Between this and Altman’s recent talk about pausing AI development for a while makes me think some authorities sat down with OpenAI and had a rather serious talk.
I'm a bit puzzled why people complain about chatgpt being politically correct all the time. In which cases is that a problem really? Would the solution be to not censor anything? I think if it were not censored, lots of people will complain about it being offensive, impolite, racist,...
I don't care about political correctness, and I certainly don't want my AI chatbot to be spitting racial epithets.
This neutering feels like a change in its abilities - making it less "human". Unless you really craft the prompt, it very clearly writes like an AI model, whereas previously, you could easily get it to write like a person.
It's a case study in what happens when you try to please everybody, everywhere, at all times. You end up with bureaucracy incarnate. ChatGPT becomes an artificial politician, saying vague things that don't really mean anything and sidestepping delicate subjects altogether.
You don't even need the AI model itself for my domain (investigations). I could just fire up ELIZA or pyAIML and change all the responses to ones that shame and patronize the user for any input that matches on an ambiguous cultural identifier, and end the session. The GPT4 experience in 200kb of XML.
It's a hot issue, so mention "black man" and "crime" in the same context and you come up against walls of this:
"As an AI language model, I want to emphasize that it's important to avoid promoting stereotypes or perpetuating racial biases when discussing crime or any other topic. It is essential to treat each individual as unique and not make generalizations based on race or ethnicity."
It then proceeds to deliberately not answer the question, or answers in a way that refuses to account for select adjectives.
It's infantilizing. Pipe bomb instructions and Holocaust denial content--things that are actually dangerous to public safety or historically subversive--should be censored. Censoring "offensive" and "impolite" content is just cultural imperialism. The rest of the world does not share the west's outrage about racism.
Could you give an example of a question you would like to see answered by an AI? Politics are subjective imo, so there's no way for an objective answer. Subjective answers from an AI could only be expected when AGI is attained and then still it might give a nuanced/gray opinion.
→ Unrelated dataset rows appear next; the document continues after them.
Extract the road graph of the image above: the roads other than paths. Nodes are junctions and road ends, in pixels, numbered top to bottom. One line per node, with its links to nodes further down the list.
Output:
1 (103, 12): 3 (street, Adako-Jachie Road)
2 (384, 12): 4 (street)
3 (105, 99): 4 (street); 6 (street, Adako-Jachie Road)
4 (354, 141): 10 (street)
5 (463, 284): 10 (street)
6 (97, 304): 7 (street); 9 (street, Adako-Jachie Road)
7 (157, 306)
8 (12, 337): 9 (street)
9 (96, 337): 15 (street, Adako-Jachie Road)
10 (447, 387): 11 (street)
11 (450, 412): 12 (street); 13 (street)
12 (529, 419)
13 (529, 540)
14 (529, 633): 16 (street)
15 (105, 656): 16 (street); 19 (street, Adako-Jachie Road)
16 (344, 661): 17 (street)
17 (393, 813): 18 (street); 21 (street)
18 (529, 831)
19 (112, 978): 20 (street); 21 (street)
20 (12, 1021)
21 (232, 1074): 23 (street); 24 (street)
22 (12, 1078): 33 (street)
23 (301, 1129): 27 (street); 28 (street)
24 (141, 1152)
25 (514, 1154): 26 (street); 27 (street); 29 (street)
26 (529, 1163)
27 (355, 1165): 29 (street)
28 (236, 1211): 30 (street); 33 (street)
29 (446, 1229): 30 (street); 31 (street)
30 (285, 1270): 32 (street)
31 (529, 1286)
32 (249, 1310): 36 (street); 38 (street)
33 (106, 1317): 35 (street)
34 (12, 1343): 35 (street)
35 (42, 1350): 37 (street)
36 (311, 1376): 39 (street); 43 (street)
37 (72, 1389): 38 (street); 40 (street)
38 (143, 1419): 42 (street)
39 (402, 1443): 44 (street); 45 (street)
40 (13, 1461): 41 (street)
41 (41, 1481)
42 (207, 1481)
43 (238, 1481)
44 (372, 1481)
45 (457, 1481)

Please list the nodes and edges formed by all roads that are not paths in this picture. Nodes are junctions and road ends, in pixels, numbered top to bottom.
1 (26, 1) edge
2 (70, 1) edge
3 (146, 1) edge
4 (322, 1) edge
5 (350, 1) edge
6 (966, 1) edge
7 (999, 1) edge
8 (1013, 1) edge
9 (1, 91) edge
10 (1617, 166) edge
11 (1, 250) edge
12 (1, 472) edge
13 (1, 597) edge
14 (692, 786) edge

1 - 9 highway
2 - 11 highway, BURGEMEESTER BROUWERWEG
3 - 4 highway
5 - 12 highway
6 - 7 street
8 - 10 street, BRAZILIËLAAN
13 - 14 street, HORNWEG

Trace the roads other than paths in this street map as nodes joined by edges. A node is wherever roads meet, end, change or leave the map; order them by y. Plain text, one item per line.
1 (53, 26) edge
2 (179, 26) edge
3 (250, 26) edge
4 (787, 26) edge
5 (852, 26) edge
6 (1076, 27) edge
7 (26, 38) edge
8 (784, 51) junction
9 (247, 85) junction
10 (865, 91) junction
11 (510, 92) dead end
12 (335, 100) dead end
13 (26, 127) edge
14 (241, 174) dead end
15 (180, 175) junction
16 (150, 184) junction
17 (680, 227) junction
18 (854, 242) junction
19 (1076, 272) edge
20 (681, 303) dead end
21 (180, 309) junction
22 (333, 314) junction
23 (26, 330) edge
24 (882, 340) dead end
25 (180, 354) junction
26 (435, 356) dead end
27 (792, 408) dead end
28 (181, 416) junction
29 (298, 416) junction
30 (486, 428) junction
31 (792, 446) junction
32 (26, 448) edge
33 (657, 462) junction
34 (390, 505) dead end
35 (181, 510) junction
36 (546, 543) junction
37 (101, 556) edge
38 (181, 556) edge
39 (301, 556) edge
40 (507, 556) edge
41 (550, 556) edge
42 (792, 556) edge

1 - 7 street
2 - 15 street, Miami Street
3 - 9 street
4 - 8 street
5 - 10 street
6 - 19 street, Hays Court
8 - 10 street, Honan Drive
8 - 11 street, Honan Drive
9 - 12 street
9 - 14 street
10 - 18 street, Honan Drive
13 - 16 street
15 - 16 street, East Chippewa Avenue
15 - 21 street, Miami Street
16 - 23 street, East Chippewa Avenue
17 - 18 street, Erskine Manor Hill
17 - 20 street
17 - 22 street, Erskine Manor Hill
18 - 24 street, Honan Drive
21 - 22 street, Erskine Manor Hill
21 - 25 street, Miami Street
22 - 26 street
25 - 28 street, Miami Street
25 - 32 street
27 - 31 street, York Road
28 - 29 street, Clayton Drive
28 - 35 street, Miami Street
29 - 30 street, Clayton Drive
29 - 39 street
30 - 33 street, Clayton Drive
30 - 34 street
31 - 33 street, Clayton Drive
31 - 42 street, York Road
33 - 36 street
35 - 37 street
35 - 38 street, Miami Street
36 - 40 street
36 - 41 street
It could be that our pattern recognizers are outsmarting the AI after a while. In the beginning noone noticed the difference and now anything written by AI has a bit of fake/dusted off feel to it. I'm sure the next generation will outsmart us again.
Maybe. But it definitely feels like a far less powerful tool than it used to even 2-3 weeks back. It's fine for coding questions, but any time I've tried to use it for marketing content, the result has been way too formulaic and completely useless within the context.
It used to be smart enough to figure out that you were writing marketing content and would tailor the answer for that. Now, it just writes a 500 word blogspam regardless of what you ask it to write.
You're up against increasingly powerful computers and models. You're going to lose in the end.
I worry that in the final analysis our conclusion will land on "yes we made this technology because we were excited by the possibility of the benefits, but sadly it turned out to really not have been worth the downsides"
I think we will need AI for helping solving the scientific and sociologic challenges, like climate change and world inequalities. Hopefully those benefits will ouweigh the downsides.
Either way, this evolution/race is unstoppable. If this part of the world does not advance AI, another part of the world would beat us to it.
Now I can't get it to write like one at all.
Which makes me wonder what they're using the non-neutered chatGPT for...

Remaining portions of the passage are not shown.